PROBLEM:
Your answer should be the entries below, reproduced character for character.

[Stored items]
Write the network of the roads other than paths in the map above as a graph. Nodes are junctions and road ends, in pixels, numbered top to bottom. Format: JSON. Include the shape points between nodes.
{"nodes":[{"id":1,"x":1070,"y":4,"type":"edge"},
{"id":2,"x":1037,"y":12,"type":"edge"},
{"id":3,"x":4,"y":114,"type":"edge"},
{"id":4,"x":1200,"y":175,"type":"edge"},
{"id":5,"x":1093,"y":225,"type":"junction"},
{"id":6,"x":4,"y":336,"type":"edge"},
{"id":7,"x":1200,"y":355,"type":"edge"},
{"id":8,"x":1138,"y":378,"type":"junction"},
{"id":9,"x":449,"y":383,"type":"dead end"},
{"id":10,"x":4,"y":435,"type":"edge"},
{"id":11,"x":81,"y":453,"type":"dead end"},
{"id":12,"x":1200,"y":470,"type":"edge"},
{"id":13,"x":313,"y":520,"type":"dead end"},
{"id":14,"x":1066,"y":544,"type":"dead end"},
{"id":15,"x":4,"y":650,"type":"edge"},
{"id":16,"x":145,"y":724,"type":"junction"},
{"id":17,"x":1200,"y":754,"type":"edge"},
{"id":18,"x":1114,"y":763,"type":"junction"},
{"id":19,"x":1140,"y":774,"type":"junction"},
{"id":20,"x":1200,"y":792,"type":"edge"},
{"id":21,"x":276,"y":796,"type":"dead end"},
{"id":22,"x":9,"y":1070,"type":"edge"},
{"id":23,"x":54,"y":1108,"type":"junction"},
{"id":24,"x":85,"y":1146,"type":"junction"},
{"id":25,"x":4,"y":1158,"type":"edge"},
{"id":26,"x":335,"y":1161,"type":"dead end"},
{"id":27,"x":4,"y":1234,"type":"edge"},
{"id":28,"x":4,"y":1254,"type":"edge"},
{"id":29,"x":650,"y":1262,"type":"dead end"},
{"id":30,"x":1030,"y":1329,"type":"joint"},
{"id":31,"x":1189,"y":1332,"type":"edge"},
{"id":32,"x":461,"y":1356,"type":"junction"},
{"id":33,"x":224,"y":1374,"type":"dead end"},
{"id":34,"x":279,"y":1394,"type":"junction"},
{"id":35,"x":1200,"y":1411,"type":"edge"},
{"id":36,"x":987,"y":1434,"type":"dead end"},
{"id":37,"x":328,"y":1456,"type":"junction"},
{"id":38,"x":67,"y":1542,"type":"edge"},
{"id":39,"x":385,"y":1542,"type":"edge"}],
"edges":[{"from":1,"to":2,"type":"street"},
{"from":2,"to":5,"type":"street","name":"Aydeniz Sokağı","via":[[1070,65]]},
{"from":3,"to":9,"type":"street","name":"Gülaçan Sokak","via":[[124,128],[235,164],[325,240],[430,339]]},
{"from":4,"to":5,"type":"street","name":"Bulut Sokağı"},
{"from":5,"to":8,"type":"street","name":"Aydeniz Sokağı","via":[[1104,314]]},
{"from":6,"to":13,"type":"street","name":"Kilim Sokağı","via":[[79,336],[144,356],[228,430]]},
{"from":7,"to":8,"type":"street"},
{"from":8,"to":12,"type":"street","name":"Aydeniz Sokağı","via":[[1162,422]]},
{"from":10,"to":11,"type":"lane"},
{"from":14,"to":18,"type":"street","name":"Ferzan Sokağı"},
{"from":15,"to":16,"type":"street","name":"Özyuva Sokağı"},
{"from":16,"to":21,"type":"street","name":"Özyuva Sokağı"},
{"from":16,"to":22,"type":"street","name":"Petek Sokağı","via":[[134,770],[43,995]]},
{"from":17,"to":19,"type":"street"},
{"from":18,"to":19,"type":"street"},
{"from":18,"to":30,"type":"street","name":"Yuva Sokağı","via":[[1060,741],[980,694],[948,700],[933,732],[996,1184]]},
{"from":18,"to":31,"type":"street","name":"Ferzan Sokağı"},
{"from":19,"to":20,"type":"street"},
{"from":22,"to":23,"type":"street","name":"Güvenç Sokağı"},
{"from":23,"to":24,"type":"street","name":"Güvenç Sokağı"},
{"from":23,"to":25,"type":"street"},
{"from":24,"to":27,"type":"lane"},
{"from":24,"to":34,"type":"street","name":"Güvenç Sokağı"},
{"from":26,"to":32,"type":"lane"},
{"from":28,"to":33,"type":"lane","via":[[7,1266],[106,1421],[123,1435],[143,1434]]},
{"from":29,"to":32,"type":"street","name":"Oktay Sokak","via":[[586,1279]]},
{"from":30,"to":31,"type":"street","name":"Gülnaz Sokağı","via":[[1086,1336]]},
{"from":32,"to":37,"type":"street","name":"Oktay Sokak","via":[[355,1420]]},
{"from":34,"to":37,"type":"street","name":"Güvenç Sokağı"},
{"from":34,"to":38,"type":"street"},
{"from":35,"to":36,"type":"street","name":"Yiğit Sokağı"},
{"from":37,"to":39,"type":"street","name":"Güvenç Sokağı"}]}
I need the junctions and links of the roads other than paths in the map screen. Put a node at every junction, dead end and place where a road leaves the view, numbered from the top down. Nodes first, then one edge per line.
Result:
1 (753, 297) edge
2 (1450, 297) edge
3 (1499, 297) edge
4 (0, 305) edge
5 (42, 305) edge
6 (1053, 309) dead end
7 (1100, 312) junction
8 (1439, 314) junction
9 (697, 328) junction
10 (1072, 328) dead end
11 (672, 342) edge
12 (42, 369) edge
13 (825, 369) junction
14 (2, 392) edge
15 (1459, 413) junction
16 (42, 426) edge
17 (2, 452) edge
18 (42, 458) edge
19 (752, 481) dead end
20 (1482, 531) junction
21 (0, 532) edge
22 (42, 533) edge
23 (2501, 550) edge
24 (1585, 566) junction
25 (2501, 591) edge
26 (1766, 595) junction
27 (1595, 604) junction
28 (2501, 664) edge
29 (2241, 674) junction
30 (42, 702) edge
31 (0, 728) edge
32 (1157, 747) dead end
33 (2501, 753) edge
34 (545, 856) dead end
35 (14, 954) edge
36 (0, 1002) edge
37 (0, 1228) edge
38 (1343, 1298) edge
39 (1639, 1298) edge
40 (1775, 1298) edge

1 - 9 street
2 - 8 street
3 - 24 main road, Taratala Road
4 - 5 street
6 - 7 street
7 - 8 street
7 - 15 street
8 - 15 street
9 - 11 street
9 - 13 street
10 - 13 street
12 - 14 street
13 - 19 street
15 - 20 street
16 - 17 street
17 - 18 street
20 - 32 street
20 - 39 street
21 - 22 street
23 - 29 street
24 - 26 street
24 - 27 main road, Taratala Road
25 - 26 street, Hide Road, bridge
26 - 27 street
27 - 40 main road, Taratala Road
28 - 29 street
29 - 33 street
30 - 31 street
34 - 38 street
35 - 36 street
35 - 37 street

YOUR SOLUTION:
Write the network of the roads other than paths in the map above as a graph. Nodes are junctions and road ends, in pixels, numbered top to bottom. Format: JSON. Include the shape points between nodes.
{"nodes":[{"id":1,"x":1070,"y":4,"type":"edge"},
{"id":2,"x":1037,"y":12,"type":"edge"},
{"id":3,"x":4,"y":114,"type":"edge"},
{"id":4,"x":1200,"y":175,"type":"edge"},
{"id":5,"x":1093,"y":225,"type":"junction"},
{"id":6,"x":4,"y":336,"type":"edge"},
{"id":7,"x":1200,"y":355,"type":"edge"},
{"id":8,"x":1138,"y":378,"type":"junction"},
{"id":9,"x":449,"y":383,"type":"dead end"},
{"id":10,"x":4,"y":435,"type":"edge"},
{"id":11,"x":81,"y":453,"type":"dead end"},
{"id":12,"x":1200,"y":470,"type":"edge"},
{"id":13,"x":313,"y":520,"type":"dead end"},
{"id":14,"x":1066,"y":544,"type":"dead end"},
{"id":15,"x":4,"y":650,"type":"edge"},
{"id":16,"x":145,"y":724,"type":"junction"},
{"id":17,"x":1200,"y":754,"type":"edge"},
{"id":18,"x":1114,"y":763,"type":"junction"},
{"id":19,"x":1140,"y":774,"type":"junction"},
{"id":20,"x":1200,"y":792,"type":"edge"},
{"id":21,"x":276,"y":796,"type":"dead end"},
{"id":22,"x":9,"y":1070,"type":"edge"},
{"id":23,"x":54,"y":1108,"type":"junction"},
{"id":24,"x":85,"y":1146,"type":"junction"},
{"id":25,"x":4,"y":1158,"type":"edge"},
{"id":26,"x":335,"y":1161,"type":"dead end"},
{"id":27,"x":4,"y":1234,"type":"edge"},
{"id":28,"x":4,"y":1254,"type":"edge"},
{"id":29,"x":650,"y":1262,"type":"dead end"},
{"id":30,"x":1030,"y":1329,"type":"joint"},
{"id":31,"x":1189,"y":1332,"type":"edge"},
{"id":32,"x":461,"y":1356,"type":"junction"},
{"id":33,"x":224,"y":1374,"type":"dead end"},
{"id":34,"x":279,"y":1394,"type":"junction"},
{"id":35,"x":1200,"y":1411,"type":"edge"},
{"id":36,"x":987,"y":1434,"type":"dead end"},
{"id":37,"x":328,"y":1456,"type":"junction"},
{"id":38,"x":67,"y":1542,"type":"edge"},
{"id":39,"x":385,"y":1542,"type":"edge"}],
"edges":[{"from":1,"to":2,"type":"street"},
{"from":2,"to":5,"type":"street","name":"Aydeniz Sokağı","via":[[1070,65]]},
{"from":3,"to":9,"type":"street","name":"Gülaçan Sokak","via":[[124,128],[235,164],[325,240],[430,339]]},
{"from":4,"to":5,"type":"street","name":"Bulut Sokağı"},
{"from":5,"to":8,"type":"street","name":"Aydeniz Sokağı","via":[[1104,314]]},
{"from":6,"to":13,"type":"street","name":"Kilim Sokağı","via":[[79,336],[144,356],[228,430]]},
{"from":7,"to":8,"type":"street"},
{"from":8,"to":12,"type":"street","name":"Aydeniz Sokağı","via":[[1162,422]]},
{"from":10,"to":11,"type":"lane"},
{"from":14,"to":18,"type":"street","name":"Ferzan Sokağı"},
{"from":15,"to":16,"type":"street","name":"Özyuva Sokağı"},
{"from":16,"to":21,"type":"street","name":"Özyuva Sokağı"},
{"from":16,"to":22,"type":"street","name":"Petek Sokağı","via":[[134,770],[43,995]]},
{"from":17,"to":19,"type":"street"},
{"from":18,"to":19,"type":"street"},
{"from":18,"to":30,"type":"street","name":"Yuva Sokağı","via":[[1060,741],[980,694],[948,700],[933,732],[996,1184]]},
{"from":18,"to":31,"type":"street","name":"Ferzan Sokağı"},
{"from":19,"to":20,"type":"street"},
{"from":22,"to":23,"type":"street","name":"Güvenç Sokağı"},
{"from":23,"to":24,"type":"street","name":"Güvenç Sokağı"},
{"from":23,"to":25,"type":"street"},
{"from":24,"to":27,"type":"lane"},
{"from":24,"to":34,"type":"street","name":"Güvenç Sokağı"},
{"from":26,"to":32,"type":"lane"},
{"from":28,"to":33,"type":"lane","via":[[7,1266],[106,1421],[123,1435],[143,1434]]},
{"from":29,"to":32,"type":"street","name":"Oktay Sokak","via":[[586,1279]]},
{"from":30,"to":31,"type":"street","name":"Gülnaz Sokağı","via":[[1086,1336]]},
{"from":32,"to":37,"type":"street","name":"Oktay Sokak","via":[[355,1420]]},
{"from":34,"to":37,"type":"street","name":"Güvenç Sokağı"},
{"from":34,"to":38,"type":"street"},
{"from":35,"to":36,"type":"street","name":"Yiğit Sokağı"},
{"from":37,"to":39,"type":"street","name":"Güvenç Sokağı"}]}
I need the junctions and links of the roads other than paths in the map screen. Put a node at every junction, dead end and place where a road leaves the view, numbered from the top down. Nodes first, then one edge per line.
Result:
1 (753, 297) edge
2 (1450, 297) edge
3 (1499, 297) edge
4 (0, 305) edge
5 (42, 305) edge
6 (1053, 309) dead end
7 (1100, 312) junction
8 (1439, 314) junction
9 (697, 328) junction
10 (1072, 328) dead end
11 (672, 342) edge
12 (42, 369) edge
13 (825, 369) junction
14 (2, 392) edge
15 (1459, 413) junction
16 (42, 426) edge
17 (2, 452) edge
18 (42, 458) edge
19 (752, 481) dead end
20 (1482, 531) junction
21 (0, 532) edge
22 (42, 533) edge
23 (2501, 550) edge
24 (1585, 566) junction
25 (2501, 591) edge
26 (1766, 595) junction
27 (1595, 604) junction
28 (2501, 664) edge
29 (2241, 674) junction
30 (42, 702) edge
31 (0, 728) edge
32 (1157, 747) dead end
33 (2501, 753) edge
34 (545, 856) dead end
35 (14, 954) edge
36 (0, 1002) edge
37 (0, 1228) edge
38 (1343, 1298) edge
39 (1639, 1298) edge
40 (1775, 1298) edge

1 - 9 street
2 - 8 street
3 - 24 main road, Taratala Road
4 - 5 street
6 - 7 street
7 - 8 street
7 - 15 street
8 - 15 street
9 - 11 street
9 - 13 street
10 - 13 street
12 - 14 street
13 - 19 street
15 - 20 street
16 - 17 street
17 - 18 street
20 - 32 street
20 - 39 street
21 - 22 street
23 - 29 street
24 - 26 street
24 - 27 main road, Taratala Road
25 - 26 street, Hide Road, bridge
26 - 27 street
27 - 40 main road, Taratala Road
28 - 29 street
29 - 33 street
30 - 31 street
34 - 38 street
35 - 36 street
35 - 37 street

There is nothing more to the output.